## INFORMATION GIVEN:
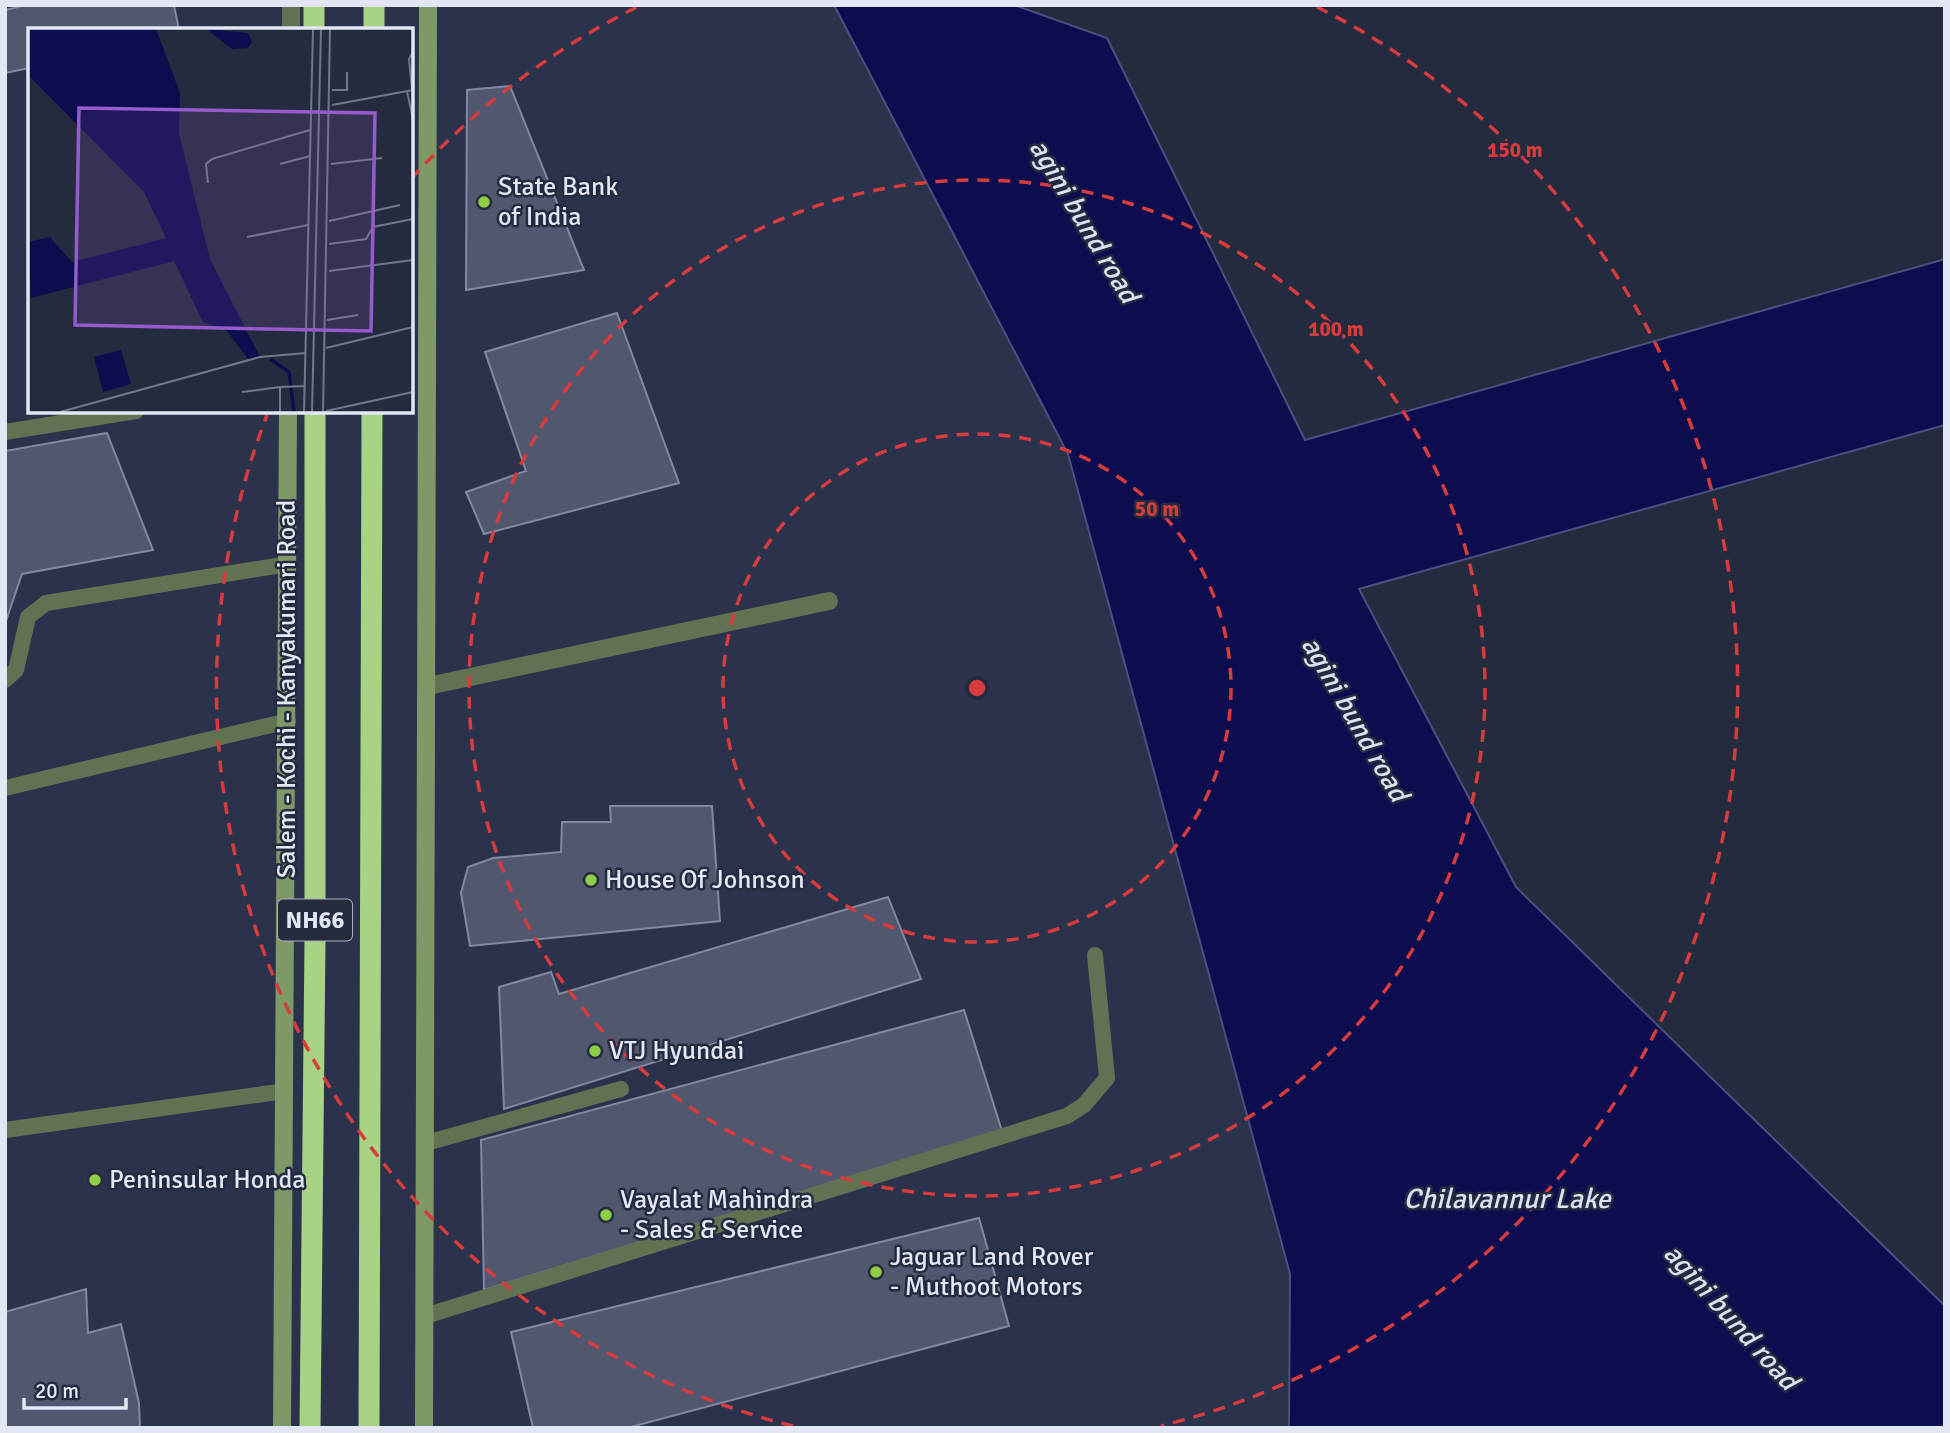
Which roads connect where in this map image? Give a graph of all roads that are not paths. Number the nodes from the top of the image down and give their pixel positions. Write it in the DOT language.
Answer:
graph roads {
  1 [pos="291,5"];
  2 [pos="314,5"];
  3 [pos="374,5"];
  4 [pos="428,5"];
  5 [pos="291,28"];
  6 [pos="314,28"];
  7 [pos="374,28"];
  8 [pos="124,413"];
  9 [pos="288,413"];
  10 [pos="314,413"];
  11 [pos="372,413"];
  12 [pos="5,432"];
  13 [pos="288,564"];
  14 [pos="829,601"];
  15 [pos="5,680"];
  16 [pos="428,686"];
  17 [pos="288,721"];
  18 [pos="5,788"];
  19 [pos="1096,955"];
  20 [pos="621,1089"];
  21 [pos="285,1091"];
  22 [pos="5,1130"];
  23 [pos="426,1143"];
  24 [pos="425,1316"];
  25 [pos="282,1428"];
  26 [pos="310,1428"];
  27 [pos="369,1428"];
  28 [pos="424,1428"];
  1 -- 5 [label="street"];
  2 -- 6 [label="highway"];
  3 -- 7 [label="highway"];
  4 -- 16 [label="street"];
  8 -- 12 [label="lane"];
  9 -- 13 [label="street"];
  10 -- 26 [label="highway, Salem - Kochi - Kanyakumari Road / NH66"];
  11 -- 27 [label="highway, NH66"];
  13 -- 15 [label="lane"];
  13 -- 17 [label="street"];
  14 -- 16 [label="street"];
  16 -- 23 [label="street"];
  17 -- 18 [label="lane"];
  17 -- 21 [label="street"];
  19 -- 24 [label="lane"];
  20 -- 23 [label="lane"];
  21 -- 22 [label="lane"];
  21 -- 25 [label="street"];
  23 -- 24 [label="street"];
  24 -- 28 [label="street"];
}
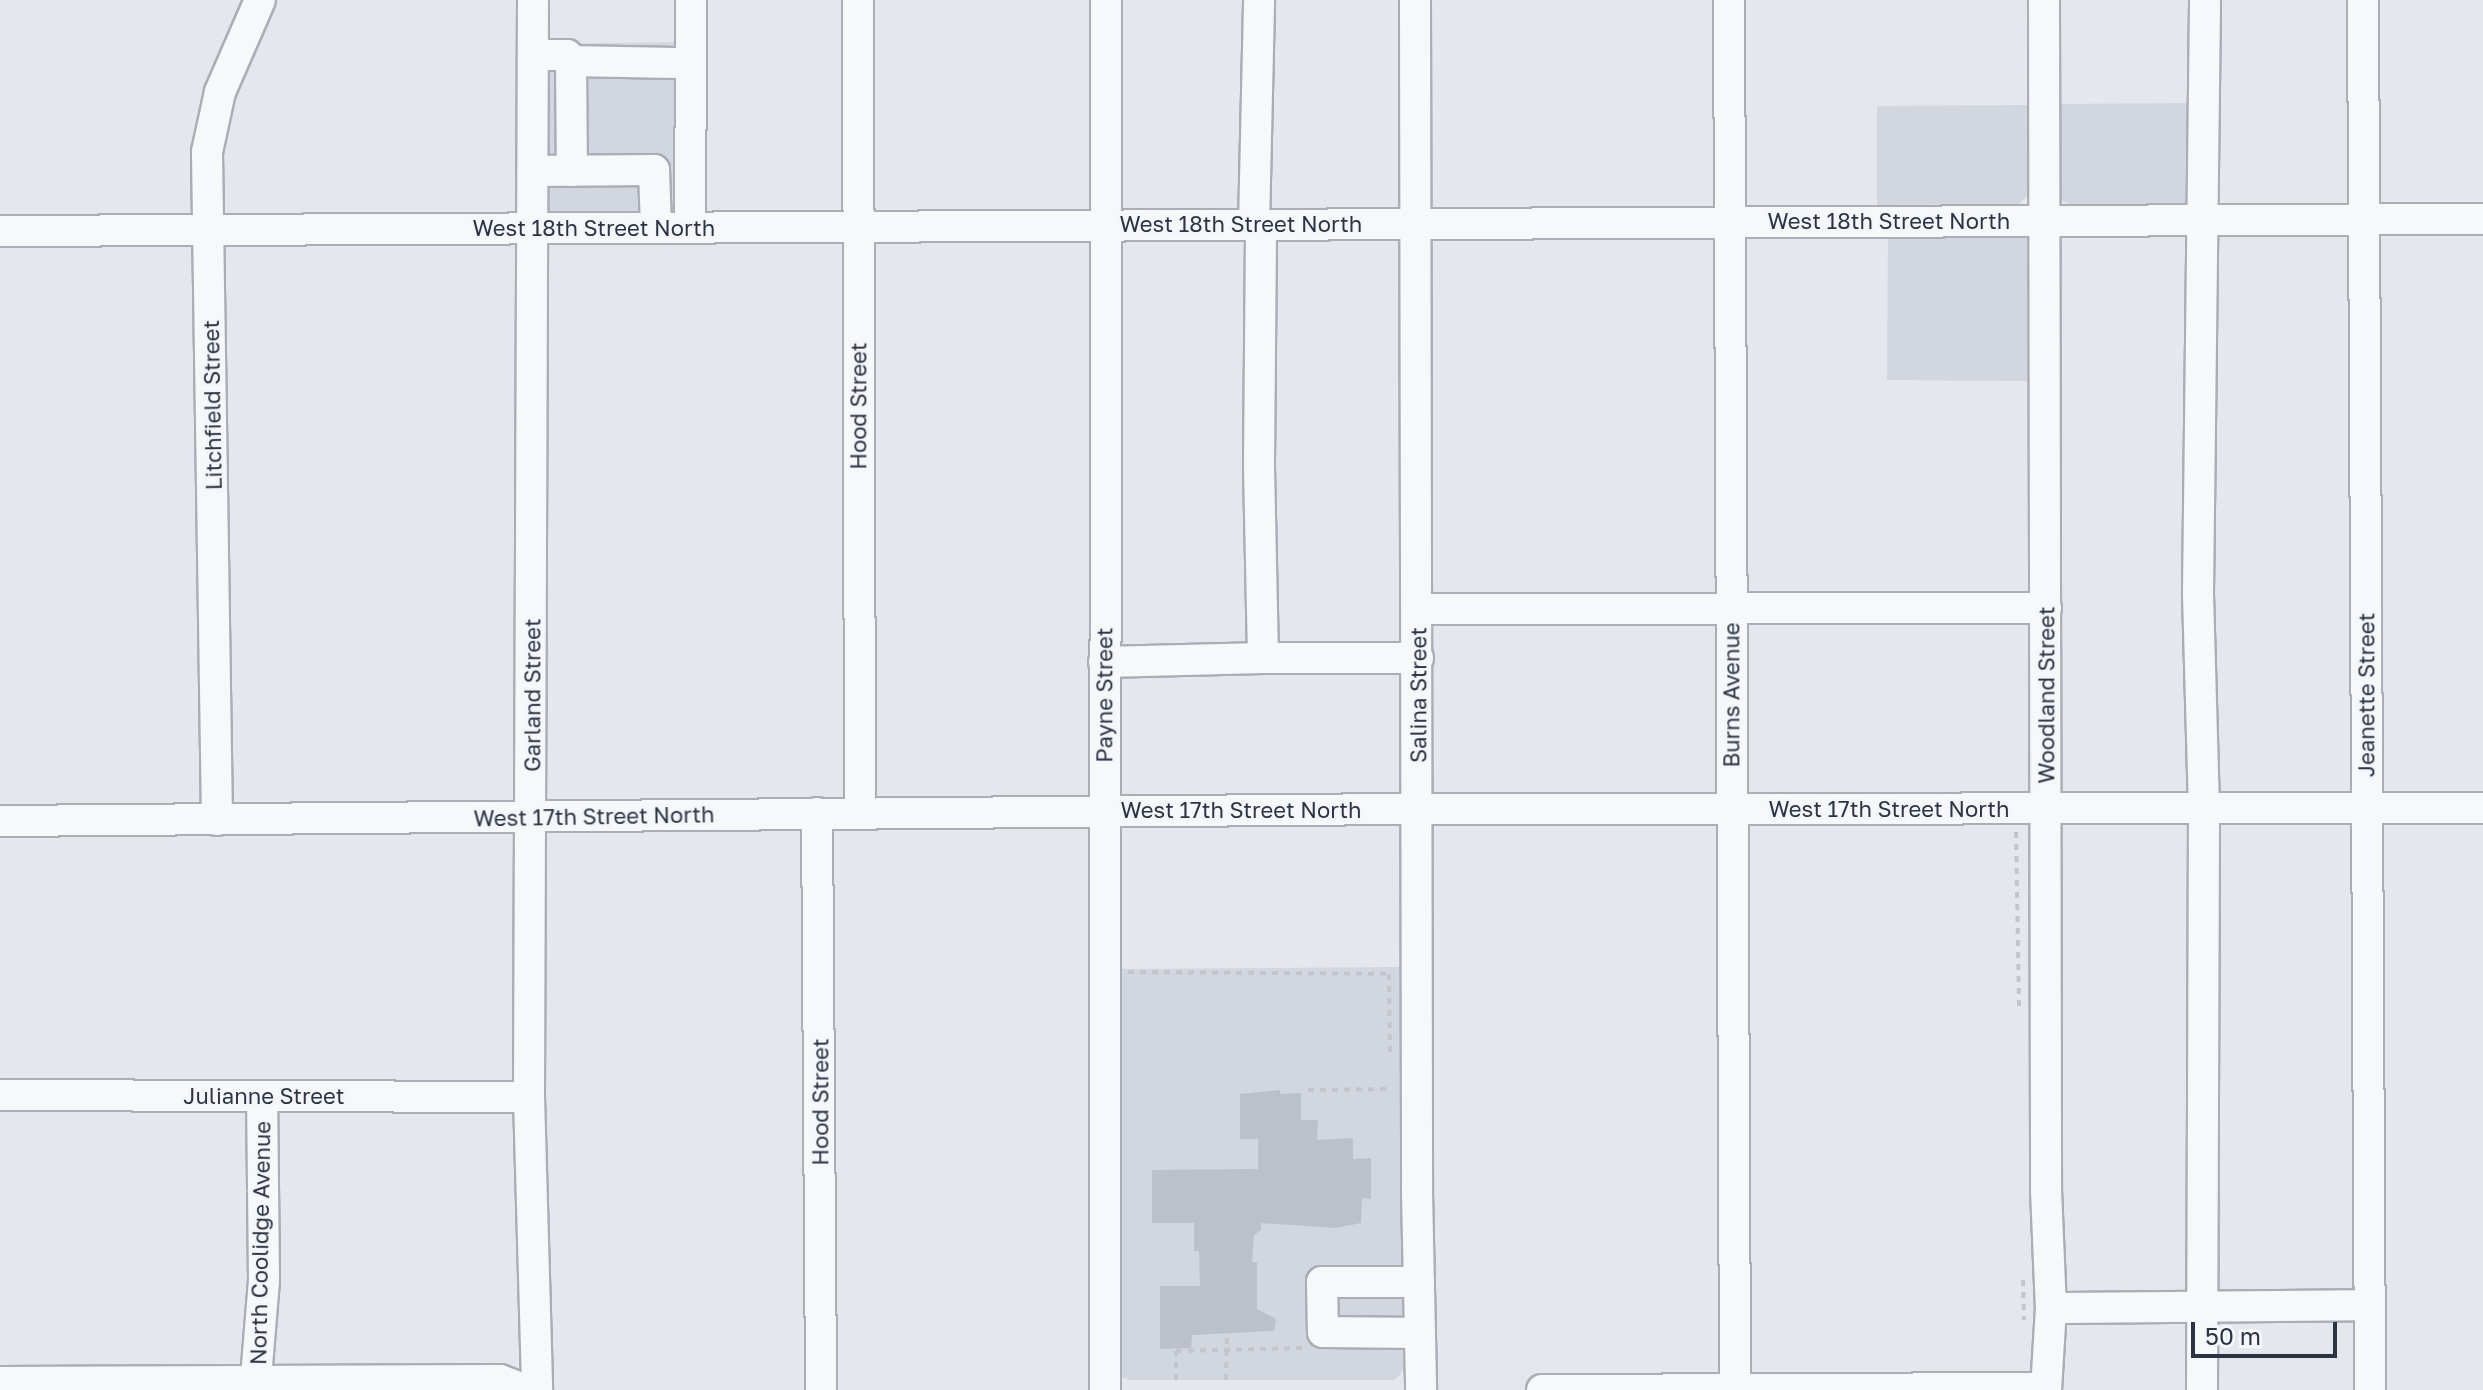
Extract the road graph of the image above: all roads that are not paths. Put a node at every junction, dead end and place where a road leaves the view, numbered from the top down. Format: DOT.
graph roads {
  1 [pos="260,0"];
  2 [pos="533,0"];
  3 [pos="691,0"];
  4 [pos="858,0"];
  5 [pos="1106,0"];
  6 [pos="1259,0"];
  7 [pos="1415,0"];
  8 [pos="1729,0"];
  9 [pos="2044,0"];
  10 [pos="2205,0"];
  11 [pos="2363,0"];
  12 [pos="533,55"];
  13 [pos="571,61"];
  14 [pos="674,63"];
  15 [pos="533,171"];
  16 [pos="572,171"];
  17 [pos="2365,219"];
  18 [pos="2483,219"];
  19 [pos="2205,220"];
  20 [pos="2045,221"];
  21 [pos="1729,222"];
  22 [pos="1258,224"];
  23 [pos="1417,224"];
  24 [pos="1105,225"];
  25 [pos="858,227"];
  26 [pos="533,228"];
  27 [pos="656,228"];
  28 [pos="690,228"];
  29 [pos="210,230"];
  30 [pos="0,231"];
  31 [pos="2046,608"];
  32 [pos="1418,609"];
  33 [pos="1731,609"];
  34 [pos="1263,658"];
  35 [pos="1418,658"];
  36 [pos="1104,662"];
  37 [pos="1732,808"];
  38 [pos="2366,808"];
  39 [pos="2483,808"];
  40 [pos="1419,809"];
  41 [pos="2204,809"];
  42 [pos="2047,810"];
  43 [pos="1104,811"];
  44 [pos="860,812"];
  45 [pos="817,813"];
  46 [pos="531,817"];
  47 [pos="217,820"];
  48 [pos="0,821"];
  49 [pos="0,1095"];
  50 [pos="262,1096"];
  51 [pos="529,1097"];
  52 [pos="1419,1282"];
  53 [pos="2370,1305"];
  54 [pos="2202,1307"];
  55 [pos="2051,1308"];
  56 [pos="1420,1333"];
  57 [pos="0,1382"];
  58 [pos="256,1385"];
  59 [pos="96,1386"];
  60 [pos="2046,1389"];
  61 [pos="526,1390"];
  62 [pos="537,1390"];
  63 [pos="821,1390"];
  64 [pos="1105,1390"];
  65 [pos="1421,1390"];
  66 [pos="1542,1390"];
  67 [pos="1735,1390"];
  68 [pos="2202,1390"];
  69 [pos="2370,1390"];
  1 -- 29 [label="street, Litchfield Street"];
  2 -- 12 [label="street, Garland Street"];
  3 -- 28 [label="street"];
  4 -- 25 [label="street, Hood Street"];
  5 -- 24 [label="street, Payne Street"];
  6 -- 22 [label="street"];
  7 -- 23 [label="street, Salina Street"];
  8 -- 21 [label="street, Burns Avenue"];
  9 -- 20 [label="street, Woodland Street"];
  10 -- 19 [label="street"];
  11 -- 17 [label="street, Jeanette Street"];
  12 -- 13 [label="street"];
  12 -- 15 [label="street, Garland Street"];
  13 -- 14 [label="street"];
  13 -- 16 [label="street"];
  15 -- 16 [label="street"];
  15 -- 26 [label="street, Garland Street"];
  16 -- 27 [label="street"];
  17 -- 18 [label="street, West 18th Street North"];
  17 -- 19 [label="street, West 18th Street North"];
  17 -- 38 [label="street, Jeanette Street"];
  19 -- 20 [label="street, West 18th Street North"];
  19 -- 41 [label="street"];
  20 -- 21 [label="street, West 18th Street North"];
  20 -- 31 [label="street, Woodland Street"];
  21 -- 23 [label="street, West 18th Street North"];
  21 -- 33 [label="street, Burns Avenue"];
  22 -- 23 [label="street, West 18th Street North"];
  22 -- 24 [label="street, West 18th Street North"];
  22 -- 34 [label="street"];
  23 -- 32 [label="street, Salina Street"];
  24 -- 25 [label="street, West 18th Street North"];
  24 -- 36 [label="street, Payne Street"];
  25 -- 28 [label="street, West 18th Street North"];
  25 -- 44 [label="street, Hood Street"];
  26 -- 27 [label="street, West 18th Street North"];
  26 -- 29 [label="street, West 18th Street North"];
  26 -- 46 [label="street, Garland Street"];
  27 -- 28 [label="street, West 18th Street North"];
  29 -- 30 [label="street, West 18th Street North"];
  29 -- 47 [label="street, Litchfield Street"];
  31 -- 33 [label="street"];
  31 -- 42 [label="street, Woodland Street"];
  32 -- 33 [label="street"];
  32 -- 35 [label="street, Salina Street"];
  33 -- 37 [label="street, Burns Avenue"];
  34 -- 35 [label="street"];
  34 -- 36 [label="street"];
  35 -- 40 [label="street, Salina Street"];
  36 -- 43 [label="street, Payne Street"];
  37 -- 40 [label="street, West 17th Street North"];
  37 -- 42 [label="street, West 17th Street North"];
  37 -- 67 [label="street, Burns Avenue"];
  38 -- 39 [label="street, West 17th Street North"];
  38 -- 41 [label="street, West 17th Street North"];
  38 -- 53 [label="street, Jeanette Street"];
  40 -- 43 [label="street, West 17th Street North"];
  40 -- 52 [label="street, Salina Street"];
  41 -- 42 [label="street, West 17th Street North"];
  41 -- 54 [label="street"];
  42 -- 55 [label="street, Woodland Street"];
  43 -- 44 [label="street, West 17th Street North"];
  43 -- 64 [label="street, Payne Street"];
  44 -- 45 [label="street, West 17th Street North"];
  45 -- 46 [label="street, West 17th Street North"];
  45 -- 63 [label="street, Hood Street"];
  46 -- 47 [label="street, West 17th Street North"];
  46 -- 51 [label="street, Garland Street"];
  47 -- 48 [label="street, West 17th Street North"];
  49 -- 50 [label="street, Julianne Street"];
  50 -- 51 [label="street, Julianne Street"];
  50 -- 58 [label="street, North Coolidge Avenue"];
  51 -- 62 [label="street, Garland Street"];
  52 -- 56 [label="street, Salina Street"];
  52 -- 56 [label="street"];
  53 -- 54 [label="street"];
  53 -- 69 [label="street, Jeanette Street"];
  54 -- 55 [label="street"];
  54 -- 68 [label="street"];
  55 -- 60 [label="street, Woodland Street"];
  56 -- 65 [label="street, Salina Street"];
  57 -- 59 [label="street"];
  58 -- 59 [label="street"];
  58 -- 61 [label="street"];
  60 -- 67 [label="street"];
  66 -- 67 [label="street"];
}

## ASSIGNED TASK:
Where does "Avenue" occur in the data? Copy each line that has it.

## RESPONSE AREA:
  8 -- 21 [label="street, Burns Avenue"];
  21 -- 33 [label="street, Burns Avenue"];
  33 -- 37 [label="street, Burns Avenue"];
  37 -- 67 [label="street, Burns Avenue"];
  50 -- 58 [label="street, North Coolidge Avenue"];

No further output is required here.